Language, necessarily anthropomorphic, mythopeic,
engenders thought. "Poetic wisdom, which was the primitive wisdom of
paganism," says Vico in his _Scienza Nuova_, "must have begun with a
metaphysic, not reasoned and abstract, like that of modern educated men,
but felt and imagined, such as must have been that of primitive men.
This was their own poetry, which with them was inborn, an innate
faculty, for nature had furnished them with such feelings and such
imaginations, a faculty born of the ignorance of causes, and therefore
begetting a universal sense of wonder, for knowing nothing they
marvelled greatly at everything. This poetry had a divine origin, for,
while they invented the causes of things out of their own imagination,
at the same time they regarded these causes with feelings of wonder as
gods. In this way the first men of the pagan peoples, as children of the
growing human race, fashioned things out of their ideas.... This nature
of human things has bequeathed that eternal property which Tacitus
elucidated with a fine phrase when he said, not without reason, that men
in their terror _fingunt simul creduntque_."

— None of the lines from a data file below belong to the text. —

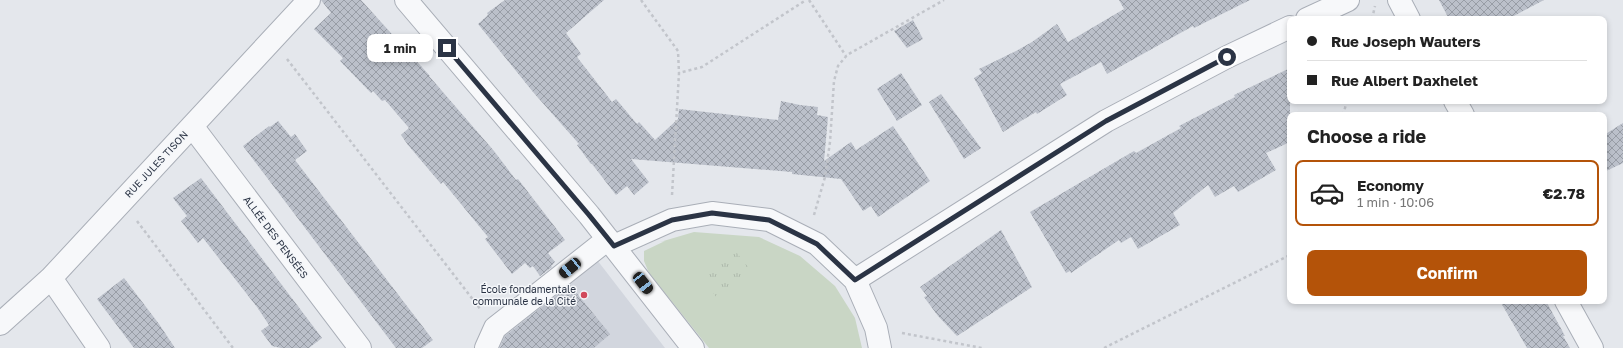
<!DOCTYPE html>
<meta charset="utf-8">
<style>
:root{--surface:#fff;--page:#f6f6f6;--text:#222;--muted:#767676;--line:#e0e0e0;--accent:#b45309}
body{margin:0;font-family:"Golos Text",sans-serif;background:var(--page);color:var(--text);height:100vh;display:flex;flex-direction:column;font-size:15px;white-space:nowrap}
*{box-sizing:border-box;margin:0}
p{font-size:13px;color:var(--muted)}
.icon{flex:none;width:22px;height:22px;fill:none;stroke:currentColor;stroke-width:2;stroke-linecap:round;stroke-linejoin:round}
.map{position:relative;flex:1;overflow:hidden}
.details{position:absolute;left:1287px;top:112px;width:320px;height:192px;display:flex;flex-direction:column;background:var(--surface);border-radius:8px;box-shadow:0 2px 6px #0003}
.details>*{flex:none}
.guide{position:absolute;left:1287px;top:16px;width:320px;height:88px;border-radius:8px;box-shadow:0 2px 6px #0003;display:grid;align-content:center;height:88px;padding:0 20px;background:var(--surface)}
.end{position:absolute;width:18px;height:18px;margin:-9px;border:5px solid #2b3445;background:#fff;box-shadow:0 0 0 2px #fff}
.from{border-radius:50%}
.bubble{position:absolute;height:28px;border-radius:8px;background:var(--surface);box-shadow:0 2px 6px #0003;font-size:13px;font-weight:700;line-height:28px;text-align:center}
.car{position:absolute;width:12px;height:24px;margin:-12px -6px;border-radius:5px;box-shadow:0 0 3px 1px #0007;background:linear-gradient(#222 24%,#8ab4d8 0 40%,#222 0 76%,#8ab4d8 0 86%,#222 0)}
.guide b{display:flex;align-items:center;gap:14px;height:38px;font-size:15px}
.guide b+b{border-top:1px solid var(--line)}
.guide i{width:10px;height:10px;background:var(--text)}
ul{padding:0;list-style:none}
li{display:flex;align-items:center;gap:12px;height:66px;margin:0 8px 6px;padding:0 12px;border:2px solid var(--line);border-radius:8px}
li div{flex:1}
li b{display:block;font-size:15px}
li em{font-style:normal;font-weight:700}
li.on{border-color:var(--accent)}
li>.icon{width:36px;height:36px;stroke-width:1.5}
h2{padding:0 20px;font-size:18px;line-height:48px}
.button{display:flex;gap:8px;margin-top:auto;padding:8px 20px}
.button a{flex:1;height:46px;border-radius:8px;background:var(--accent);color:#fff;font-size:16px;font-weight:700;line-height:46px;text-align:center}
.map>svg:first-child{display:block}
.built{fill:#d2d6de}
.grass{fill:#c9d6c5}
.park{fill:url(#park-tufts)}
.building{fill:url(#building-cross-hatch)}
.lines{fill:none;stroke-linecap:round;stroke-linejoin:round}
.minor-casing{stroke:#a9aeb7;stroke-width:24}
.path{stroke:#c2c5cb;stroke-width:2.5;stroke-dasharray:3 3;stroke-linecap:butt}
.minor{stroke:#f7f8fa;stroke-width:22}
.route{stroke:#2b3445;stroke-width:5}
.poi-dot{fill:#d1495b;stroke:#f4f6f9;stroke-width:1.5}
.labels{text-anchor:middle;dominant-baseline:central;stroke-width:3;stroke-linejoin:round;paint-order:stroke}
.street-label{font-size:10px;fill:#2b3445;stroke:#f4f6f9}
.poi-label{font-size:10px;fill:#2b3445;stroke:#f4f6f9;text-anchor:end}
</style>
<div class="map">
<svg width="1623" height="348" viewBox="0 0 1623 348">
<defs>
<pattern id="park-tufts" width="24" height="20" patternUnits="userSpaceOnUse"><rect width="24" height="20" fill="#c9d6c5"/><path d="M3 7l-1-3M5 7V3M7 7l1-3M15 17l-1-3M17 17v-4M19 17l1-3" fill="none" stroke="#adb8ab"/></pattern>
<pattern id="building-cross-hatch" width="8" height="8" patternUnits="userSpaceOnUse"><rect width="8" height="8" fill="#bbc0ca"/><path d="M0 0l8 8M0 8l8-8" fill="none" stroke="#989da6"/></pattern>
</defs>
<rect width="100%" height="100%" fill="#e4e7ec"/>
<path class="built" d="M594,256L665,348H488Z"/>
<path class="grass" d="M694,232L759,237L800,256L835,286L855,318L862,348H709L649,273L644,261V251L665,241L660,242Z"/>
<path class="park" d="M733,248L752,272L717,298L699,274Z"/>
<path class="building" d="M321,0H361L430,76H429L494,151L516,180L518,179L565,240L548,253L555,262L551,266L552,267L540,276L533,266L530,268L525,263L512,274L485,239L488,237L443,182L441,184L408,145L401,135L409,128L385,100L382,101L373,91L371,93L340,61L343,58L314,29L331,13Z
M505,0H604L566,33L581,54L577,57L612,102L616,99L637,124L639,122L655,140L678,119L679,109L778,120L781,101L800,105L818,107L817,115L828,117L824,161L851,142L856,150L893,126L930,181L878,217L871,206L863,211L841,179L792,174V172L631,159L649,182L634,195L627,186L616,195L592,164H591L577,145L579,144L533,92L478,24L488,15L487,13Z
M1119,0H1250L1194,28L1193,26L1107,74L1101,62L1060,84L1067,95L1037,114L1036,112L1003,132L974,78L982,73L979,69L1016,51L1032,42L1057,24L1068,42L1124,9Z
M1439,0H1544L1508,19H1449Z
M913,20L923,39L907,48L894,31Z
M1290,68V142L1266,153L1276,170L1238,192L1234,186L1215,197L1208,185L1173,213L1180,225L1138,249L1131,237L1121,243L1119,240L1071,273L1070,271L1066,273L1030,212L1134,151L1136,153L1181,128L1179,126L1235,97L1234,95Z
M901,73L922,105L897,121L877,89Z
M941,94L981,148L964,159L929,102Z
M278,121L291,137L295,134L307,151L295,160L433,340L422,348H396L243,146L269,126L270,127Z
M1623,123V163L1604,172V135Z
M201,178L322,338L309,348H281L272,346L261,331L269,325L257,307L203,238L198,243L181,221L187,216L173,198Z
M1001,230L1032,287L957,336L938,316L924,297L927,296L920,287Z
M124,278L159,324L175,348H134L97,299Z
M570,285L610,334L594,348H500L505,336Z
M1500,301H1546L1565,336H1563L1570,348H1527Z"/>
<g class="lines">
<defs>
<path id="minor" d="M406,0L589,215L693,348
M1399,0L1409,19
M1307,19L1348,0
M1455,101L1463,115
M192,126L360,348
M614,246L672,220L712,213L769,220L817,244L855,280L876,328L880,348
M51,278L99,348
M855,280L1106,121L1227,57L1290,27
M1566,301L1592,348
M0,324L51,278L309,0
M486,348L495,328L608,239"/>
</defs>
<use href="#minor" class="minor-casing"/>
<path class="path" d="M641,0L678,51L679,73
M809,0L846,56
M1372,19L1375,6
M287,59L481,310
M1343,115L1347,101
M672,195L679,73L702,67L806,0
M814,215L825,177L830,142L834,81L838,66L847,55L944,0
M137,221L233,348
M902,333L982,348
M1104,348L1290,255"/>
<use href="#minor" class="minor"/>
</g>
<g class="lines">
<path class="route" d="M447,48L589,215L614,246L672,220L712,213L769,220L817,244L855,280L1106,121L1227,57"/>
</g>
<circle class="poi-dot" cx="584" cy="295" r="4"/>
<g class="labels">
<g class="street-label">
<text transform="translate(156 164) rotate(-47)">RUE JULES TISON</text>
<text transform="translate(276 237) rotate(53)">ALLÉE DES PENSÉES</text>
</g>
<g class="poi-label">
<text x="576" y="289">École fondamentale<tspan x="576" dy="12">communale de la Cité</tspan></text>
</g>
</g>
</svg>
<i class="end from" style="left:1227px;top:57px"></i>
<i class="end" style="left:447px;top:48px"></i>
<div class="bubble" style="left:367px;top:34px;width:66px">1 min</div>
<i class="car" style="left:570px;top:268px;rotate:231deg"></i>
<i class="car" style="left:643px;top:283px;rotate:142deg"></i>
<div class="guide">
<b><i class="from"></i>Rue Joseph Wauters</b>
<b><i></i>Rue Albert Daxhelet</b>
</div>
<section class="details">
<h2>Choose a ride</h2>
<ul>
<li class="on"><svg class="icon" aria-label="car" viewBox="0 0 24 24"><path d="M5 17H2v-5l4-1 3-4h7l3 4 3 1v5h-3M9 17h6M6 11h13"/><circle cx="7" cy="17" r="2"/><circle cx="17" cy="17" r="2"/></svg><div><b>Economy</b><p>1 min · 10:06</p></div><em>€2.78</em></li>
</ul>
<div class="button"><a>Confirm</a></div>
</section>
</div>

And then, passing from the age of imagination, Vico proceeds to show us
the age of reason, this age of ours in which the mind, even the popular
mind, is too remote from the senses, "with so many abstractions of which
all languages are full," an age in which "the ability to conceive an
immense image of such a personage as we call sympathetic Nature is
denied to us, for though the phrase 'Dame Nature' may be on our lips,
there is nothing in our minds that corresponds with it, our minds being
occupied with the false, the non-existent.